The purpose of an attorney’s fee provision in a contract is not to enrich the prevailing party, but to make the prevailing party whole through reimbursement of litigation. Tierra Holdings, Ltd. v. Mercantile Bank, 78 So. 3d 558, 563 (Fla. 1st DCA 2011). Section 768.79 imposes a penalty. Id.; see also Schussel v. Ladd Hairdressers, Inc., 736 So. 2d 776, 778 (Fla. 4th DCA 1999). Because the statute is “in derogation of the common law rule that each party pay its own fees,” it “must be strictly construed.” Tierra Holdings, 78 So. 3d at 563 (quoting Willis Shaw Express, Inc. v. Hilyer Sod, Inc., 849 So. 2d 276, 278 (Fla. 2003)). “Further, because an award under the offer of judgment statute serves as a penalty, the strict construction rule must be applied ‘in favor of the one against whom the penalty is imposed,’ and the statute must never be ‘extended by construction.’ ” Tierra Holdings, 78 So. 3d at 563 (quoting Sarkis v. Allstate Ins. Co., 863 So. 2d 210, 223 (Fla. 2003)).

Here, both parties support their arguments with citation to Tierra Holdings. In Tierra Holdings, the trial court awarded attorney’s fees to one party pursuant to section 768.79 and to another party pursuant to an attorney’s fee provision in the contract. Id. at 559-60. The issue raised as a matter of first impression in the case was whether “a valid proposal for settlement under section 768.79, Florida Statutes, cuts off a prevailing party’s claim for contractual attorney’s fees and costs incurred after the date of the proposal.” Id. at 561. This Court answered the question in the negative. In reaching its conclusion, this Court noted the fee provision at issue was very broad and provided simply that the “ ‘prevailing party’ in any litigation in connection with the contract would be entitled to all costs and expenses including attorney’s fees.” Id. at 560. This Court further recognized there was nothing in the contract language limiting a “prevailing party’s entitlement to an award of fees based upon the opposing party’s offer to settle” nor did the plain language of section 768.79 “authorize . . . the modification of a contractual right to attorney’s fees.” Id. at 563.

Although the Tierra Holdings decision is not directly on point, its decision provides direction. Here, the issue before this Court is whether a party can be awarded attorney’s fees under a lease agreement provision and section 768.79 simultaneously. As in Tierra Holdings, the contract language in the attorney’s fee provision of the lease does not explicitly waive any attorney’s fees which may be available per statute. Further, the plain language of section 768.79 does not simply make attorney’s fees permissible, but mandatory if all requirements set forth are met and the offer was made in good faith. See TGI Friday’s, Inc. v. Dvorak, 663 So. 2d 606 (Fla. 1995).

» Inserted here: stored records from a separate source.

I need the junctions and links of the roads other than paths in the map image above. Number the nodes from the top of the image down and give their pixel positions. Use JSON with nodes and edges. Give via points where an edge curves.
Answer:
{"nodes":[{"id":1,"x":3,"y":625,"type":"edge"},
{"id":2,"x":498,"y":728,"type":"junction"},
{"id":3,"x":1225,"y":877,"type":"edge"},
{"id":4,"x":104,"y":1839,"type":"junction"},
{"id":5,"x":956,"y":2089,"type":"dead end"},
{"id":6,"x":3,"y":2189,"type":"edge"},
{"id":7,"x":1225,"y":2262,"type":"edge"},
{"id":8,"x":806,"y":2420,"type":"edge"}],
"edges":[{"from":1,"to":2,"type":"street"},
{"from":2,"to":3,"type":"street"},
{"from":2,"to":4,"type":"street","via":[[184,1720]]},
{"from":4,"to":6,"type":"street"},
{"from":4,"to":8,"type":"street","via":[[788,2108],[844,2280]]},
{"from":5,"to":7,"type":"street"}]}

Thus, because section 768.79 imposes a penalty, the fact that an attorney’s fee award is mandatory under the statute if all requirements are met, and this Court’s ruling in Tierra Holdings, we find a party may be awarded fees pursuant to terms in a contract and section 768.79 simultaneously. See Land & Sea Petroleum, Inc. v. Bus. Specialists, Inc., 53 So. 3d 348 (Fla. 4th DCA 2011) (holding seller was entitled to attorney’s fees based on a provision in the contract as well as under 768.79); Fed. Auto Ins., Inc. v. Bus. Acquisitions Brokerage, Inc., 839 So. 2d 767 (Fla. 4th DCA 2003) (holding party entitled to attorney’s fees under both contract language and section 57.115, Florida Statutes). Stated another way, an award of attorney’s fees and costs to a party under the terms of a lease agreement does not preclude an award of additional fees and costs under section 768.79.

Cassedy next challenges the trial court’s conclusion that the proposals for settlement were ambiguous, as it could not determine whether the three settlement offers of $25,000 should be aggregated for the purpose of comparison to the judgment. This question was settled by the supreme court in Anderson v. Hilton Hotels Corporation, 202 So. 3d 846 (Fla. 2016). In Anderson, the supreme court determined that aggregating offers of settlement for the purpose of determining entitlement to attorney’s fees “cannot be tolerated under a strict construction of section 768.79.” Id. at 858. The court determined Anderson became entitled to fees when he obtained a judgment that “was at least 25% greater than any of these offers.” Id.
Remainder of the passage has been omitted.